A Universidade Federal da Paraíba (UFPB) confirmou, nesta quinta-feira (29), por meio de nota, que sofreu um novo corte orçamentário, já efetivado no final de janeiro de 2026, no valor de R$ 14,3 milhões, com impactos diretos no funcionamento da instituição ao longo do ano.
De acordo com a UFPB, a redução atinge recursos essenciais de custeio, comprometendo despesas básicas indispensáveis às atividades acadêmicas. Entre os setores afetados estão a manutenção de prédios, salas de aula e laboratórios, o funcionamento de bibliotecas e sistemas, além de ações de apoio ao ensino, à pesquisa e à extensão, incluindo bolsas e auxílios.
A universidade destaca que, embora o bloqueio orçamentário tenha ocorrido em um contexto nacional, a UFPB foi a única universidade federal do país a ter o orçamento efetivamente reduzido, com cancelamento concreto de recursos já previstos para o exercício de 2026. Segundo a instituição, o impacto não foi apenas contábil ou preventivo, mas resultou em perda real de orçamento.
A situação é considerada ainda mais grave pelo fato de a UFPB atender o maior número absoluto de estudantes em situação de vulnerabilidade socioeconômica do Brasil. Com a redução de recursos, a assistência estudantil — política fundamental para a permanência dos alunos — fica diretamente comprometida, ampliando os riscos de evasão e prejudicando o desempenho acadêmico, especialmente entre os estudantes que mais dependem da universidade pública.
O novo corte ocorre após sucessivas reduções orçamentárias nos últimos anos, dificultando o planejamento institucional e impondo restrições severas à execução de ações essenciais ao longo de 2026.
A Reitoria informou que já adotou todas as providências institucionais cabíveis, solicitando esclarecimentos formais aos órgãos competentes e reivindicando a recomposição integral dos R$ 14,3 milhões retirados do orçamento. A administração superior entende que a UFPB não pode arcar sozinha com os impactos de sucessivos cortes.
Confira a nota na íntegra:
A UFPB informa à sua comunidade acadêmica e à sociedade paraibana que sofreu novo corte orçamentário, já efetivado no final de janeiro de 2026, no valor de R$ 14,3 milhões, impactando diretamente o funcionamento da instituição ao longo do ano.
Esse corte reduziu recursos essenciais destinados à manutenção, custeio de bolsas e auxílios, afetando despesas básicas indispensáveis ao funcionamento das atividades acadêmicas nos campi. Na prática, isso significa menos recursos para ações fundamentais, como manutenção de prédios, salas de aula e laboratórios, funcionamento de bibliotecas, sistemas, atividades acadêmicas e ações de apoio ao ensino, à pesquisa e à extensão.

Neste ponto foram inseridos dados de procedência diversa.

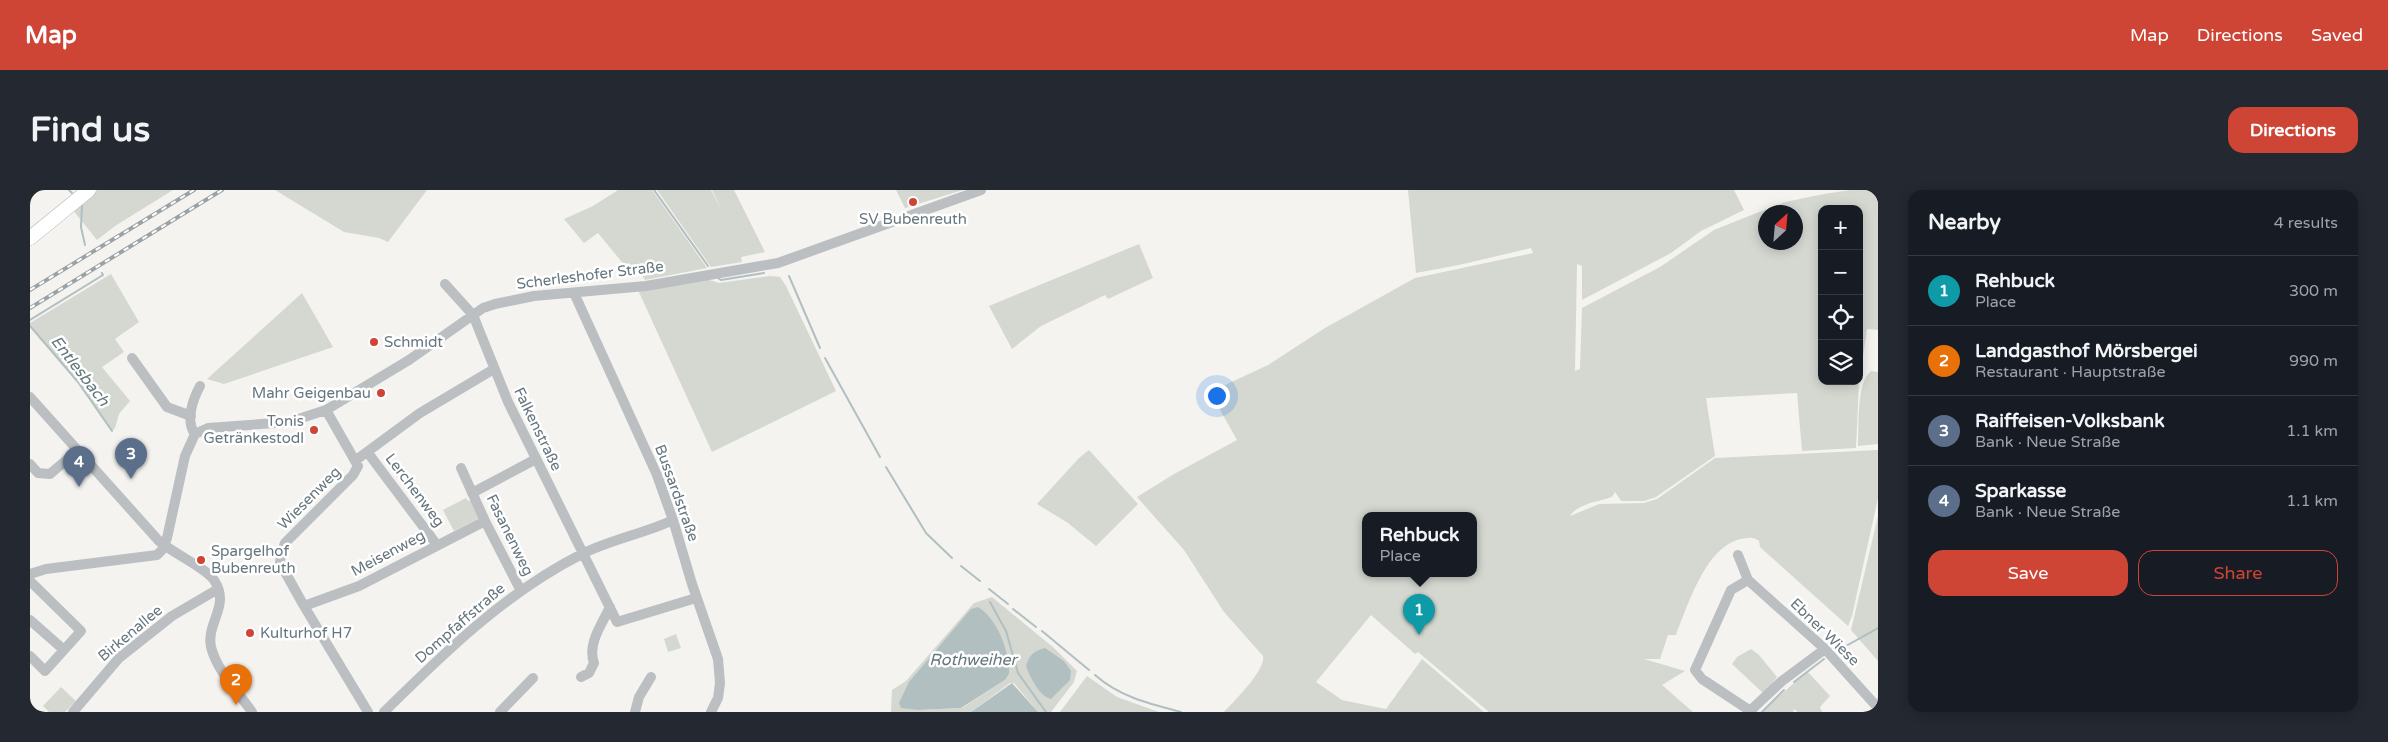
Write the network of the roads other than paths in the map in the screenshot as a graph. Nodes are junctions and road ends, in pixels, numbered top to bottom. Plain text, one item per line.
1 (89, 190) edge
2 (980, 190) edge
3 (30, 238) edge
4 (445, 284) dead end
5 (574, 293) junction
6 (473, 315) junction
7 (132, 358) dead end
8 (494, 369) junction
9 (200, 386) dead end
10 (30, 397) edge
11 (326, 410) junction
12 (190, 416) junction
13 (195, 434) junction
14 (77, 451) junction
15 (368, 453) junction
16 (536, 459) junction
17 (356, 460) junction
18 (30, 464) edge
19 (460, 468) dead end
20 (472, 493) junction
21 (673, 520) junction
22 (485, 522) junction
23 (437, 544) junction
24 (165, 546) junction
25 (582, 554) junction
26 (1738, 555) dead end
27 (30, 574) edge
28 (1748, 580) junction
29 (30, 582) edge
30 (218, 589) junction
31 (521, 590) junction
32 (696, 598) junction
33 (304, 606) junction
34 (610, 607) junction
35 (30, 620) edge
36 (1825, 649) junction
37 (64, 650) junction
38 (590, 653) junction
39 (30, 656) edge
40 (601, 657) dead end
41 (533, 678) dead end
42 (582, 678) dead end
43 (651, 678) dead end
44 (1878, 708) edge
45 (1751, 711) edge
46 (73, 712) edge
47 (252, 712) edge
48 (368, 712) edge
49 (384, 712) edge
50 (500, 712) edge
51 (635, 712) edge
52 (711, 712) edge

1 - 3 main road
2 - 5 street, Scherleshofer Straße
4 - 6 street
5 - 6 street, Scherleshofer Straße
5 - 21 street, Bussardstraße
6 - 8 street, Falkenstraße
6 - 11 street, Scherleshofer Straße
7 - 12 street
8 - 15 street, Wiesenweg
8 - 16 street, Falkenstraße
9 - 12 street
10 - 14 street
11 - 13 street, Scherleshofer Straße
11 - 17 street, Wiesenweg
12 - 13 street
13 - 24 street
14 - 18 street
14 - 24 street
15 - 17 street, Wiesenweg
15 - 23 street, Lerchenweg
16 - 20 street, Fasanenweg
16 - 25 street, Falkenstraße
17 - 33 street, Wiesenweg
19 - 20 street, Fasanenweg
20 - 22 street, Fasanenweg
21 - 25 street, Dompfaffstraße
21 - 32 street, Bussardstraße
22 - 23 street, Meisenweg
22 - 31 street, Fasanenweg
23 - 33 street, Meisenweg
24 - 27 street
24 - 30 street
25 - 31 street, Dompfaffstraße
25 - 34 street, Falkenstraße
26 - 28 street, Ebner Wiese
28 - 36 street, Ebner Wiese
28 - 45 street
29 - 37 street
30 - 46 street, Birkenallee
30 - 47 street
31 - 49 street, Dompfaffstraße
32 - 34 street
32 - 52 street, Bussardstraße
33 - 48 street, Wiesenweg
34 - 38 street
35 - 37 street
36 - 44 street, Ebner Wiese
36 - 45 street
37 - 39 street
38 - 40 street
38 - 42 street
41 - 50 street
43 - 51 street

É importante destacar que, embora o bloqueio orçamentário tenha ocorrido em um contexto nacional, a UFPB foi a única universidade federal do país a ter o orçamento efetivamente reduzido, com cancelamento concreto de recursos já previstos para o exercício de 2026. Ou seja, no caso da UFPB, o impacto não foi apenas contábil ou preventivo, mas resultou em perda real de orçamento.
A situação é ainda mais preocupante porque a UFPB atende o maior número absoluto de estudantes em situação de vulnerabilidade socioeconômica do país. A redução de recursos compromete diretamente a assistência estudantil, política fundamental para a permanência dos estudantes, ampliando os riscos de evasão e prejudicando o desempenho acadêmico, especialmente daqueles que mais dependem da Universidade pública.
Este novo corte ocorre após sucessivas reduções orçamentárias enfrentadas nos últimos anos e dificulta o planejamento institucional, impondo restrições severas à execução de ações essenciais ao longo de 2026.
A Reitoria da UFPB já adotou todas as providências institucionais cabíveis, solicitando esclarecimentos formais aos órgãos competentes e reivindicando a recomposição integral dos R$ 14,3 milhões retirados do orçamento da Universidade, por compreender que a UFPB não pode arcar sozinha com os impactos de sucessivos cortes.
A UFPB reafirma seu compromisso com a educação pública, gratuita e de qualidade, com a inclusão social e com o desenvolvimento da Paraíba e do Brasil. Ao mesmo tempo, alerta que a continuidade de cortes orçamentários compromete o funcionamento da Universidade, fragiliza políticas públicas essenciais e ameaça o direito à educação de milhares de estudantes.
A comunidade acadêmica será mantida informada sobre os desdobramentos dessa situação.